The second foil reflector dropped and spread ten metres ahead of Sharrow. She stopped, breathing hard, a furnace in the back of her throat. Zefla jogged on, fifty metres in front of her. Sharrow looked back; the train came on, still slowing; the noise stayed almost constant as the slipstream ebbed and the wail of protesting superconductors gradually faded as the train drew closer.

Then it was above her, the carriages flicking past just a couple of metres over her head; the train’s sleek nose hit the second foil screen and held it, tearing it from its stays so that the glistening membrane wrapped round the snout of the front carriage, snapping and cracking around it until the train drew to a stop.

She was just behind the rear of the last carriage; it hung, swinging slightly from the white line of track. She ran on, jumping ridges in the limestone and following Zefla, her gun out ready in front of her. Zefla glanced back.

Suddenly something dropped out of the train from the second-last carriage, between Sharrow and Zefla. In the same instant as it came fluttering down from the still-swinging hatch she recognised the gold and black shape as a Huhsz uniform. Sharrow knew Zefla would dive for cover just there. Sharrow went in the same direction, dropping into the cover of a corrugation in the karst, her gun tracking the falling uniform.

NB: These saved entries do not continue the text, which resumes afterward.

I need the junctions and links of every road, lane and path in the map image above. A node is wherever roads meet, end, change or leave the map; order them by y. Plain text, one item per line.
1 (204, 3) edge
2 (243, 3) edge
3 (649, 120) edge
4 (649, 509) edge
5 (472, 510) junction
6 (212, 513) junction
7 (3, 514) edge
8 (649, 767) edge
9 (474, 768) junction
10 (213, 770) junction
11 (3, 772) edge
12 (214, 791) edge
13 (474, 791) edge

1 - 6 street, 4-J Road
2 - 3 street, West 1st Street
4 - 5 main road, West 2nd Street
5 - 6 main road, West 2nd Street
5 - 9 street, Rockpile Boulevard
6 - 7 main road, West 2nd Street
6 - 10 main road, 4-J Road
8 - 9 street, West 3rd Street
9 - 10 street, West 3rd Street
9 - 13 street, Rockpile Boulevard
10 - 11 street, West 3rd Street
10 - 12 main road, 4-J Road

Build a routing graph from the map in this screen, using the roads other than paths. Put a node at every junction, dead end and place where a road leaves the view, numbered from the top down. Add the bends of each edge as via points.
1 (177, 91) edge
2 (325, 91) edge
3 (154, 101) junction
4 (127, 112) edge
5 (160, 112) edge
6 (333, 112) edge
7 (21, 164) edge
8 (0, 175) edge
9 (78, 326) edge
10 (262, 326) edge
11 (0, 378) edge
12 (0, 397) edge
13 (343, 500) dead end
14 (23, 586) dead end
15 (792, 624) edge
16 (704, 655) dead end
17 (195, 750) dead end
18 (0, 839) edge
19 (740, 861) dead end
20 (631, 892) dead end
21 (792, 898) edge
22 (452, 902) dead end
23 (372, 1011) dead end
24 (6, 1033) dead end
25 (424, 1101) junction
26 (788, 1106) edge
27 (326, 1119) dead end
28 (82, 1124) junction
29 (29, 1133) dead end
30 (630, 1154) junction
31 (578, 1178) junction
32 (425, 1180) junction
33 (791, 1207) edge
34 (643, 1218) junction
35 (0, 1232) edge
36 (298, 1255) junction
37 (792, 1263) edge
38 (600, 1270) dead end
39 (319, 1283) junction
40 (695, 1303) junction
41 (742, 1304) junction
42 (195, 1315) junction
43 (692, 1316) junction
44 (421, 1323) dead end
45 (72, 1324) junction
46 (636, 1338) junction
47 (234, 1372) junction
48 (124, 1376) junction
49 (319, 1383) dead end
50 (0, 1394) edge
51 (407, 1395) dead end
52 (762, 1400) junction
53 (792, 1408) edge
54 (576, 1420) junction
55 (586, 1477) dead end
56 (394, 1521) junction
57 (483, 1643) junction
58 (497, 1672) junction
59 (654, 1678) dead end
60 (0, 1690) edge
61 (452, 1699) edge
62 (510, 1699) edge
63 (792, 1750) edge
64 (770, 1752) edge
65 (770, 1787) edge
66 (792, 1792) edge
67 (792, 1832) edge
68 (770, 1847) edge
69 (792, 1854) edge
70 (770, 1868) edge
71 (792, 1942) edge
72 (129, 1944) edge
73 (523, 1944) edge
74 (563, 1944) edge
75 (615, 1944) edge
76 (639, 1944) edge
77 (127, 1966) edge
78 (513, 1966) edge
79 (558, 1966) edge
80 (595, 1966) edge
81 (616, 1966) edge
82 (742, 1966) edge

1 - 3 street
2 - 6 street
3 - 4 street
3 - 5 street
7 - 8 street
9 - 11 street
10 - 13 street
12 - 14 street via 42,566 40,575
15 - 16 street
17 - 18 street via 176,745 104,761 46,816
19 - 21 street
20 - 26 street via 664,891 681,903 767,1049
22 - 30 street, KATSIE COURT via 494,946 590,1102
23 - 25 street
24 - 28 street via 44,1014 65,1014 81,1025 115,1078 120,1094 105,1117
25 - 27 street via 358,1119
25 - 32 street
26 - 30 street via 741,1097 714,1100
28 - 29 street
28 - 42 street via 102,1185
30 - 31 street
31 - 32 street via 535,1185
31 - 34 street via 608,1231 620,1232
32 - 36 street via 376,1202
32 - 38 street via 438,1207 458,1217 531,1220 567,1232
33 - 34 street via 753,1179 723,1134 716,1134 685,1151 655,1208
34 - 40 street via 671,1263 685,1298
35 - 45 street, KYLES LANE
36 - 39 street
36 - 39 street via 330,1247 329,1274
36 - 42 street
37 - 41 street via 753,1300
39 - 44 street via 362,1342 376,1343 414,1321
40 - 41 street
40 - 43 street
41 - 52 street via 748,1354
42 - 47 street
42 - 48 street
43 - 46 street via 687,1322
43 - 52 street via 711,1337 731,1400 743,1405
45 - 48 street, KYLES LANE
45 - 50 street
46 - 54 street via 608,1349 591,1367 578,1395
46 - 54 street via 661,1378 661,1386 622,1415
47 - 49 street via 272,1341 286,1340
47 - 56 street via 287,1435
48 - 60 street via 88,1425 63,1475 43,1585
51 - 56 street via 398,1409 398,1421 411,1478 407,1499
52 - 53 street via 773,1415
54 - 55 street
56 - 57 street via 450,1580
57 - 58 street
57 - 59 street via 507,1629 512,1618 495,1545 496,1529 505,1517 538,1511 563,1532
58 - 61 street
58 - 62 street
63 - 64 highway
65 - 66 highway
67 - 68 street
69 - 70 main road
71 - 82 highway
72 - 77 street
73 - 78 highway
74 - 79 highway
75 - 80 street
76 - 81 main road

The Huhsz officer’s cape hit the ground as empty as it had been when it left the train. Dust rose. She aimed at the opened hatchway. A hand gun and face appeared. She waited. Hand gun and face withdrew again.

A movement to her right made her heart race briefly before she realised it was the shadow of the train on a long ridge of karst by the track-side; she was seeing what must be Dloan and Cenuij’s shadows as they got into position above the train.

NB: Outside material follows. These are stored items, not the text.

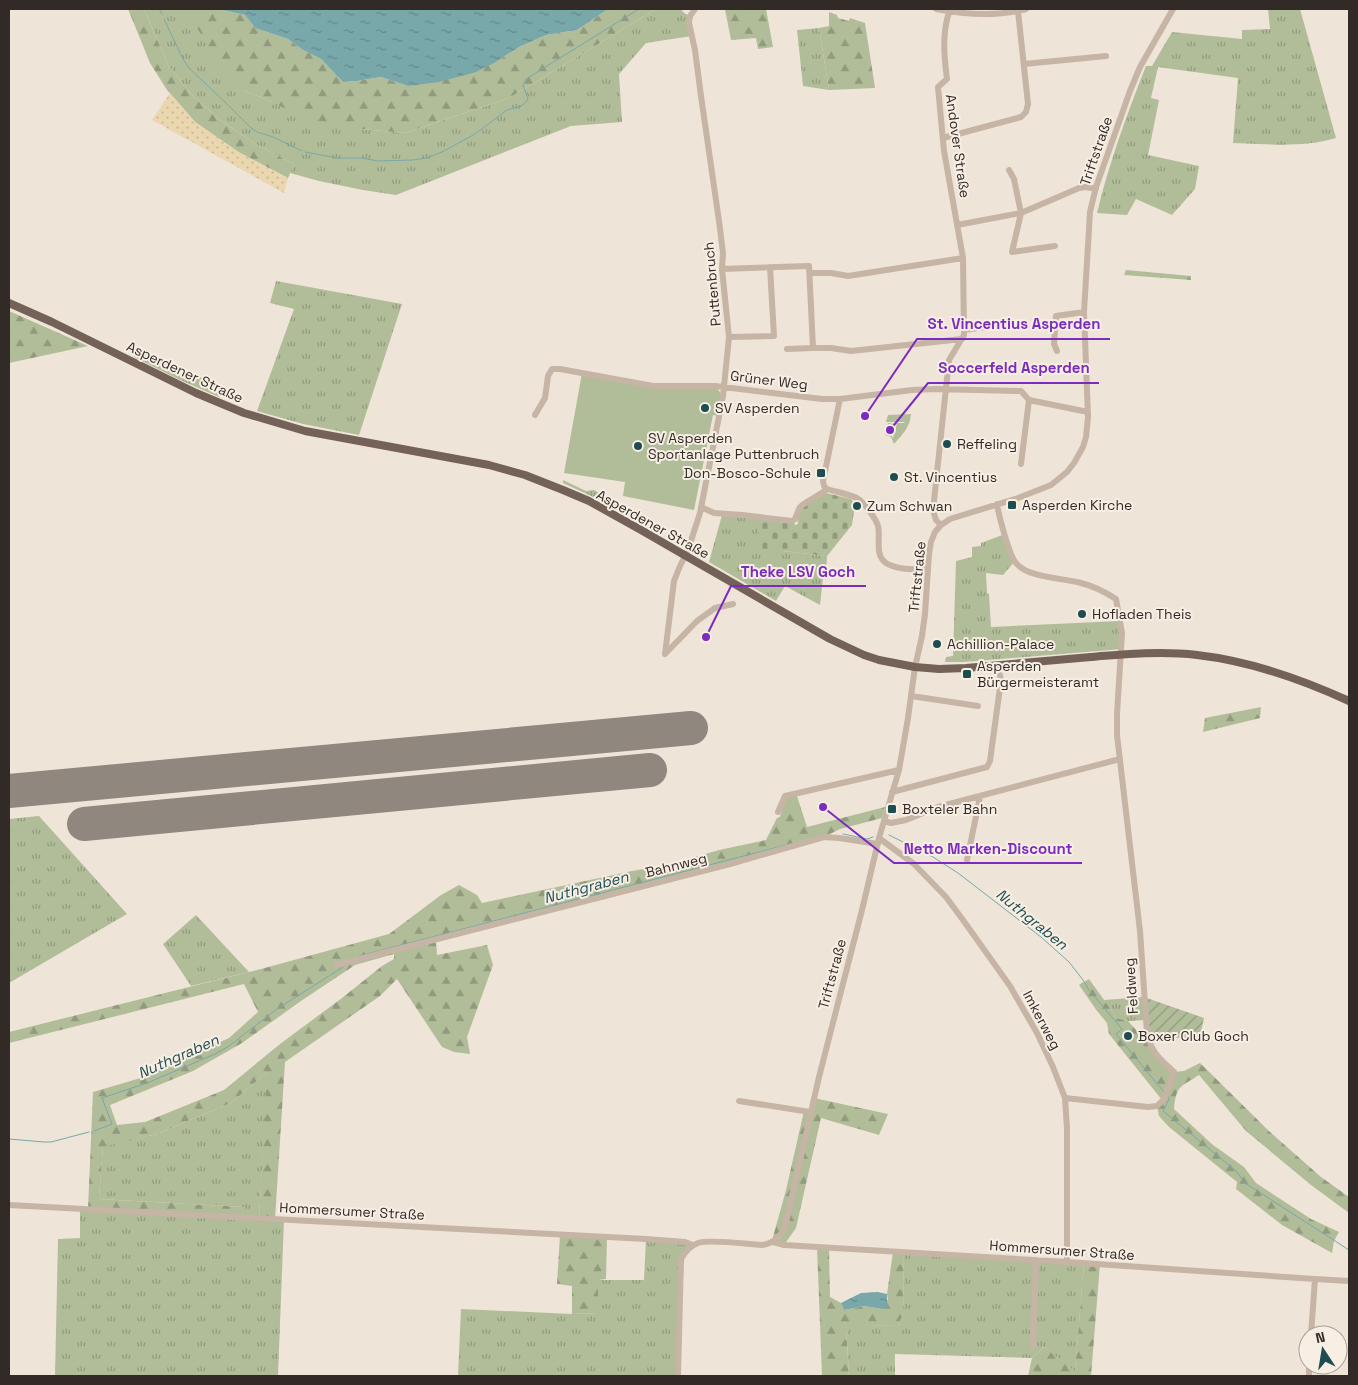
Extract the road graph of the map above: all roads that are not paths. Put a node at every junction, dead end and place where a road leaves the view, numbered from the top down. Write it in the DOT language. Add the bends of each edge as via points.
graph roads {
  1 [pos="695,9"];
  2 [pos="936,9"];
  3 [pos="1026,9"];
  4 [pos="1173,9"];
  5 [pos="1018,11"];
  6 [pos="949,12"];
  7 [pos="1106,56"];
  8 [pos="1024,64"];
  9 [pos="943,138"];
  10 [pos="1009,170"];
  11 [pos="1096,189"];
  12 [pos="1021,213"];
  13 [pos="957,225"];
  14 [pos="1055,246"];
  15 [pos="964,258"];
  16 [pos="770,266"];
  17 [pos="722,269"];
  18 [pos="810,273"];
  19 [pos="9,304"];
  20 [pos="1084,312"];
  21 [pos="1014,324"];
  22 [pos="964,330"];
  23 [pos="729,337"];
  24 [pos="962,339"];
  25 [pos="813,348"];
  26 [pos="787,349"];
  27 [pos="1057,351"];
  28 [pos="724,388"];
  29 [pos="947,390"];
  30 [pos="840,399"];
  31 [pos="1030,400"];
  32 [pos="1088,412"];
  33 [pos="534,415"];
  34 [pos="1021,464"];
  35 [pos="827,489"];
  36 [pos="997,504"];
  37 [pos="701,507"];
  38 [pos="940,525"];
  39 [pos="685,556"];
  40 [pos="928,570"];
  41 [pos="733,604"];
  42 [pos="1121,655"];
  43 [pos="915,667"];
  44 [pos="1000,675"];
  45 [pos="911,696"];
  46 [pos="1349,701"];
  47 [pos="978,706"];
  48 [pos="1120,759"];
  49 [pos="899,770"];
  50 [pos="892,792"];
  51 [pos="980,796"];
  52 [pos="778,812"];
  53 [pos="884,821"];
  54 [pos="879,841"];
  55 [pos="967,860"];
  56 [pos="336,965"];
  57 [pos="1065,1098"];
  58 [pos="739,1101"];
  59 [pos="810,1112"];
  60 [pos="9,1205"];
  61 [pos="773,1242"];
  62 [pos="693,1246"];
  63 [pos="1036,1260"];
  64 [pos="1066,1262"];
  65 [pos="1315,1279"];
  66 [pos="1349,1281"];
  67 [pos="1312,1325"];
  68 [pos="1033,1347"];
  69 [pos="678,1376"];
  1 -- 17 [label="street, Puttenbruch" via="689,23 696,50 719,221"];
  2 -- 6 [label="street"];
  3 -- 5 [label="street"];
  4 -- 11 [label="street, Triftstraße" via="1138,72"];
  5 -- 6 [label="street" via="982,15"];
  5 -- 8 [label="street"];
  6 -- 9 [label="street, Andover Straße" via="943,53 947,79 938,87"];
  7 -- 8 [label="street"];
  8 -- 9 [label="street" via="1028,104 1021,117"];
  9 -- 13 [label="street, Andover Straße"];
  10 -- 12 [label="street"];
  11 -- 12 [label="street" via="1080,188"];
  11 -- 20 [label="street, Triftstraße" via="1088,226"];
  12 -- 13 [label="street"];
  12 -- 14 [label="street" via="1012,252"];
  13 -- 15 [label="street, Andover Straße"];
  15 -- 18 [label="street" via="848,276 832,272"];
  15 -- 22 [label="street, Andover Straße"];
  16 -- 17 [label="street"];
  16 -- 18 [label="street" via="809,266"];
  16 -- 23 [label="street" via="774,336"];
  17 -- 23 [label="street, Puttenbruch"];
  18 -- 25 [label="street"];
  19 -- 39 [label="main road, Asperdener Straße" via="182,387 244,413 305,430 467,460 525,475 589,501"];
  20 -- 27 [label="street" via="1056,316 1054,344"];
  20 -- 32 [label="street, Triftstraße"];
  21 -- 22 [label="street"];
  22 -- 24 [label="street, Andover Straße"];
  23 -- 28 [label="street, Puttenbruch"];
  24 -- 25 [label="street" via="851,351"];
  24 -- 29 [label="street, Andover Straße" via="949,360"];
  25 -- 26 [label="street"];
  28 -- 30 [label="street, Grüner Weg"];
  28 -- 33 [label="street, Grüner Weg" via="653,386 552,370 545,398"];
  28 -- 37 [label="street, Puttenbruch"];
  29 -- 30 [label="street, Grüner Weg" via="912,390"];
  29 -- 31 [label="street, Grüner Weg" via="1021,391"];
  29 -- 38 [label="street, Andover Straße" via="933,510"];
  30 -- 35 [label="street" via="823,481"];
  31 -- 32 [label="street, Grüner Weg"];
  31 -- 34 [label="street"];
  32 -- 36 [label="street, Triftstraße" via="1083,447 1067,472 1044,489"];
  35 -- 37 [label="street" via="801,506 792,521 714,513"];
  35 -- 40 [label="street" via="856,498 866,507 878,524 882,560 903,568"];
  36 -- 38 [label="street, Triftstraße"];
  36 -- 42 [label="street, Feldweg" via="1016,563 1030,574 1083,583 1116,599 1122,633"];
  37 -- 39 [label="street, Puttenbruch"];
  38 -- 40 [label="street, Triftstraße" via="931,542"];
  39 -- 41 [label="street, Puttenbruch" via="674,581 665,654 697,621 716,608"];
  39 -- 43 [label="main road, Asperdener Straße" via="847,648 879,660"];
  40 -- 43 [label="street, Triftstraße" via="922,636"];
  42 -- 43 [label="main road, Asperdener Straße" via="966,668"];
  42 -- 46 [label="main road, Asperdener Straße" via="1174,653 1219,658 1278,673"];
  42 -- 48 [label="street, Feldweg" via="1116,714"];
  43 -- 45 [label="street, Triftstraße"];
  44 -- 50 [label="street" via="987,767"];
  45 -- 47 [label="street"];
  45 -- 49 [label="street, Triftstraße"];
  48 -- 51 [label="street"];
  48 -- 57 [label="street, Feldweg" via="1140,931 1147,1033 1149,1044 1157,1056 1174,1072 1164,1099 1157,1106"];
  49 -- 50 [label="street, Triftstraße"];
  49 -- 52 [label="street" via="785,796"];
  50 -- 53 [label="street, Triftstraße"];
  51 -- 53 [label="street" via="938,806 906,820"];
  51 -- 55 [label="street"];
  53 -- 54 [label="street, Triftstraße"];
  54 -- 56 [label="street, Bahnweg" via="824,838"];
  54 -- 57 [label="street, Imkerweg" via="914,864 964,921 1010,986 1037,1033"];
  54 -- 59 [label="street, Triftstraße"];
  57 -- 64 [label="street, Imkerweg"];
  58 -- 59 [label="street"];
  59 -- 61 [label="street, Triftstraße" via="785,1227"];
  60 -- 62 [label="street, Hommersumer Straße" via="638,1239 685,1242"];
  61 -- 62 [label="street" via="761,1245 705,1242"];
  61 -- 63 [label="street, Hommersumer Straße" via="784,1246"];
  62 -- 69 [label="street" via="681,1260"];
  63 -- 64 [label="street, Hommersumer Straße"];
  63 -- 68 [label="street"];
  64 -- 65 [label="street, Hommersumer Straße"];
  65 -- 66 [label="street, Hommersumer Straße"];
  65 -- 67 [label="street"];
}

Sharrow shifted her position a few metres along the shallow trench into better cover.

Something else fell from the train, at its nose; the foil screen flashed and glittered, rustling to the ground.

“Shit,” Sharrow breathed. She touched the side of her mask. “Foil’s fallen off,” she broadcast. “Break something.”

“Right,” Dloan’s voice said.

They’d smeared the second foil with glue so that it would stick to the front of the train, but obviously it hadn’t held; now the railway’s technicians and controllers back in Yadayeypon would be looking at their screens and read-outs and seeing a clear view in front of the train and probably no indications of damage. Soon they would start thinking about letting the train continue on its way again.

There was a pause, then a loud bang from above. Sharrow relaxed a little; that ought to be Dloan and Cenuij doing something terminal to the train’s power supply. A brief grinding noise overhead, and the sight of the second-last carriage settling down a little lower and sitting very still while the other carriages swayed slightly, confirmed that its superconductors were no longer holding it up inside the monorail; the train was trapped.